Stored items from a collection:
..........
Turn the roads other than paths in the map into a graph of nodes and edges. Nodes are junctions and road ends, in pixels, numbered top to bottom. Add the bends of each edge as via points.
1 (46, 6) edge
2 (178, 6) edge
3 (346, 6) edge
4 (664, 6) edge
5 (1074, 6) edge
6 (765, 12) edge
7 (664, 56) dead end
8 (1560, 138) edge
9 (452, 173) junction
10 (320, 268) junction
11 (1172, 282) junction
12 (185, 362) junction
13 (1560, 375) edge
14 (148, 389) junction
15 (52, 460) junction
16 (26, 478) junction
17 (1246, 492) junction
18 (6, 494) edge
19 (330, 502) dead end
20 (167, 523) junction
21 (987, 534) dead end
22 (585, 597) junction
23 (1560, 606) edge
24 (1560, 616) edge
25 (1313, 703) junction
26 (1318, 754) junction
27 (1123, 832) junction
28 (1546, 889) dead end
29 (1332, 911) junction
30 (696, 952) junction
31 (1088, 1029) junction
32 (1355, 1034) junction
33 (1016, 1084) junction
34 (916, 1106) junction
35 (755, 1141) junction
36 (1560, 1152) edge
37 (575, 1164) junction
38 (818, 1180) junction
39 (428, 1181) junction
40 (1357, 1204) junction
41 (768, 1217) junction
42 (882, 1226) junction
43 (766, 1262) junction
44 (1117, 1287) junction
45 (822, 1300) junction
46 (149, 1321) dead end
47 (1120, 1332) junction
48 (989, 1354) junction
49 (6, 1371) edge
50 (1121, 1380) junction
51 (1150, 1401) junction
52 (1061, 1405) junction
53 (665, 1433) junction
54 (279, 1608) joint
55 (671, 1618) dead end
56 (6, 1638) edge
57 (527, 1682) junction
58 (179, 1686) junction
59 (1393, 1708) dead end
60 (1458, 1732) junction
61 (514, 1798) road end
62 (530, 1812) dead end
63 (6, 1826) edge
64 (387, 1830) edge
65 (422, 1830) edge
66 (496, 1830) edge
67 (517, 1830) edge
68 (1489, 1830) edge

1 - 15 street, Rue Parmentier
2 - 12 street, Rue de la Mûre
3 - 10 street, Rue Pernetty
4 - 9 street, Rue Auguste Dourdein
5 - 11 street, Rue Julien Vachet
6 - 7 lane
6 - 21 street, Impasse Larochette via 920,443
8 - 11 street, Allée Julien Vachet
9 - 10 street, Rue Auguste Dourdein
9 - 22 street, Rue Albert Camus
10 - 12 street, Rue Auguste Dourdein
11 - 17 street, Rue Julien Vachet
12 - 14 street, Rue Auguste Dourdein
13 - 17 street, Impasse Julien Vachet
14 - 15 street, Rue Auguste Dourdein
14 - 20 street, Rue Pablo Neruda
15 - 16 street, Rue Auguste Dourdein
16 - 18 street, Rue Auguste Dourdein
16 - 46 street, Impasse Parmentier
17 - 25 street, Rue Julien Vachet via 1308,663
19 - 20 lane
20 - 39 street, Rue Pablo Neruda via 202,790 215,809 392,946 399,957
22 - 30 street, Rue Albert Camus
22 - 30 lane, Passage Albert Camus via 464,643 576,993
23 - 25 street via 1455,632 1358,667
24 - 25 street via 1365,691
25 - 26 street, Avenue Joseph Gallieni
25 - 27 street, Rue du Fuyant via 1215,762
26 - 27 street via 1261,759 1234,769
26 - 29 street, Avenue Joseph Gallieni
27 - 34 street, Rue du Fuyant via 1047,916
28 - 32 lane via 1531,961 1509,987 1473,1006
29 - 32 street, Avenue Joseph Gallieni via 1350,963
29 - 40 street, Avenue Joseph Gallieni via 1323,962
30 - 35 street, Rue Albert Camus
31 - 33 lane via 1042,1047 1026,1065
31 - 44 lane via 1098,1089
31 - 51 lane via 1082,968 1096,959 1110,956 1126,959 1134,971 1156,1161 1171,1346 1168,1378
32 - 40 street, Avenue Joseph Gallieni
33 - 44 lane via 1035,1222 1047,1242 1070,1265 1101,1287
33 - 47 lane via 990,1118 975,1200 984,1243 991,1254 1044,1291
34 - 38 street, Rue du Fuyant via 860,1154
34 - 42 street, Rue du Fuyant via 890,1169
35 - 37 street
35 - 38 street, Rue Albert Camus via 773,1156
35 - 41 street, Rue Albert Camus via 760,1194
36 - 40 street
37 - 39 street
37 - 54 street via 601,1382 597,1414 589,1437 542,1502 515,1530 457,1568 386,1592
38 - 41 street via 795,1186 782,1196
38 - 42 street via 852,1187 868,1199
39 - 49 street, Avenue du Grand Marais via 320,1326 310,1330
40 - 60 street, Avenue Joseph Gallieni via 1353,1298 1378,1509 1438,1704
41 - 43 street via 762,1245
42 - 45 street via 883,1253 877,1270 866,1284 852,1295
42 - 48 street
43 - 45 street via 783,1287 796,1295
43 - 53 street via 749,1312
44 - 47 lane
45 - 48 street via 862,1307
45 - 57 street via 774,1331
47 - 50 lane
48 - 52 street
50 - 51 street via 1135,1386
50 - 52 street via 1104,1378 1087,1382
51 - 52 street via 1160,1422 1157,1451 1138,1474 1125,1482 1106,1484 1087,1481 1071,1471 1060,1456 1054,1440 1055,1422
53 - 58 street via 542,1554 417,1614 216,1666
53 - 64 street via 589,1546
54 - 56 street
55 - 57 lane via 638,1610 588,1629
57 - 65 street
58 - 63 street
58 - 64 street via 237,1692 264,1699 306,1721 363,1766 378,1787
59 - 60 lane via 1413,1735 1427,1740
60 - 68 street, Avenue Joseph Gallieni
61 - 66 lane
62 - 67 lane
..........
■ **TASK DIRECTIONS**
Exactly as they stand above, repeat all the records.

■ **YOUR RESPONSE**
Turn the roads other than paths in the map into a graph of nodes and edges. Nodes are junctions and road ends, in pixels, numbered top to bottom. Add the bends of each edge as via points.
1 (46, 6) edge
2 (178, 6) edge
3 (346, 6) edge
4 (664, 6) edge
5 (1074, 6) edge
6 (765, 12) edge
7 (664, 56) dead end
8 (1560, 138) edge
9 (452, 173) junction
10 (320, 268) junction
11 (1172, 282) junction
12 (185, 362) junction
13 (1560, 375) edge
14 (148, 389) junction
15 (52, 460) junction
16 (26, 478) junction
17 (1246, 492) junction
18 (6, 494) edge
19 (330, 502) dead end
20 (167, 523) junction
21 (987, 534) dead end
22 (585, 597) junction
23 (1560, 606) edge
24 (1560, 616) edge
25 (1313, 703) junction
26 (1318, 754) junction
27 (1123, 832) junction
28 (1546, 889) dead end
29 (1332, 911) junction
30 (696, 952) junction
31 (1088, 1029) junction
32 (1355, 1034) junction
33 (1016, 1084) junction
34 (916, 1106) junction
35 (755, 1141) junction
36 (1560, 1152) edge
37 (575, 1164) junction
38 (818, 1180) junction
39 (428, 1181) junction
40 (1357, 1204) junction
41 (768, 1217) junction
42 (882, 1226) junction
43 (766, 1262) junction
44 (1117, 1287) junction
45 (822, 1300) junction
46 (149, 1321) dead end
47 (1120, 1332) junction
48 (989, 1354) junction
49 (6, 1371) edge
50 (1121, 1380) junction
51 (1150, 1401) junction
52 (1061, 1405) junction
53 (665, 1433) junction
54 (279, 1608) joint
55 (671, 1618) dead end
56 (6, 1638) edge
57 (527, 1682) junction
58 (179, 1686) junction
59 (1393, 1708) dead end
60 (1458, 1732) junction
61 (514, 1798) road end
62 (530, 1812) dead end
63 (6, 1826) edge
64 (387, 1830) edge
65 (422, 1830) edge
66 (496, 1830) edge
67 (517, 1830) edge
68 (1489, 1830) edge

1 - 15 street, Rue Parmentier
2 - 12 street, Rue de la Mûre
3 - 10 street, Rue Pernetty
4 - 9 street, Rue Auguste Dourdein
5 - 11 street, Rue Julien Vachet
6 - 7 lane
6 - 21 street, Impasse Larochette via 920,443
8 - 11 street, Allée Julien Vachet
9 - 10 street, Rue Auguste Dourdein
9 - 22 street, Rue Albert Camus
10 - 12 street, Rue Auguste Dourdein
11 - 17 street, Rue Julien Vachet
12 - 14 street, Rue Auguste Dourdein
13 - 17 street, Impasse Julien Vachet
14 - 15 street, Rue Auguste Dourdein
14 - 20 street, Rue Pablo Neruda
15 - 16 street, Rue Auguste Dourdein
16 - 18 street, Rue Auguste Dourdein
16 - 46 street, Impasse Parmentier
17 - 25 street, Rue Julien Vachet via 1308,663
19 - 20 lane
20 - 39 street, Rue Pablo Neruda via 202,790 215,809 392,946 399,957
22 - 30 street, Rue Albert Camus
22 - 30 lane, Passage Albert Camus via 464,643 576,993
23 - 25 street via 1455,632 1358,667
24 - 25 street via 1365,691
25 - 26 street, Avenue Joseph Gallieni
25 - 27 street, Rue du Fuyant via 1215,762
26 - 27 street via 1261,759 1234,769
26 - 29 street, Avenue Joseph Gallieni
27 - 34 street, Rue du Fuyant via 1047,916
28 - 32 lane via 1531,961 1509,987 1473,1006
29 - 32 street, Avenue Joseph Gallieni via 1350,963
29 - 40 street, Avenue Joseph Gallieni via 1323,962
30 - 35 street, Rue Albert Camus
31 - 33 lane via 1042,1047 1026,1065
31 - 44 lane via 1098,1089
31 - 51 lane via 1082,968 1096,959 1110,956 1126,959 1134,971 1156,1161 1171,1346 1168,1378
32 - 40 street, Avenue Joseph Gallieni
33 - 44 lane via 1035,1222 1047,1242 1070,1265 1101,1287
33 - 47 lane via 990,1118 975,1200 984,1243 991,1254 1044,1291
34 - 38 street, Rue du Fuyant via 860,1154
34 - 42 street, Rue du Fuyant via 890,1169
35 - 37 street
35 - 38 street, Rue Albert Camus via 773,1156
35 - 41 street, Rue Albert Camus via 760,1194
36 - 40 street
37 - 39 street
37 - 54 street via 601,1382 597,1414 589,1437 542,1502 515,1530 457,1568 386,1592
38 - 41 street via 795,1186 782,1196
38 - 42 street via 852,1187 868,1199
39 - 49 street, Avenue du Grand Marais via 320,1326 310,1330
40 - 60 street, Avenue Joseph Gallieni via 1353,1298 1378,1509 1438,1704
41 - 43 street via 762,1245
42 - 45 street via 883,1253 877,1270 866,1284 852,1295
42 - 48 street
43 - 45 street via 783,1287 796,1295
43 - 53 street via 749,1312
44 - 47 lane
45 - 48 street via 862,1307
45 - 57 street via 774,1331
47 - 50 lane
48 - 52 street
50 - 51 street via 1135,1386
50 - 52 street via 1104,1378 1087,1382
51 - 52 street via 1160,1422 1157,1451 1138,1474 1125,1482 1106,1484 1087,1481 1071,1471 1060,1456 1054,1440 1055,1422
53 - 58 street via 542,1554 417,1614 216,1666
53 - 64 street via 589,1546
54 - 56 street
55 - 57 lane via 638,1610 588,1629
57 - 65 street
58 - 63 street
58 - 64 street via 237,1692 264,1699 306,1721 363,1766 378,1787
59 - 60 lane via 1413,1735 1427,1740
60 - 68 street, Avenue Joseph Gallieni
61 - 66 lane
62 - 67 lane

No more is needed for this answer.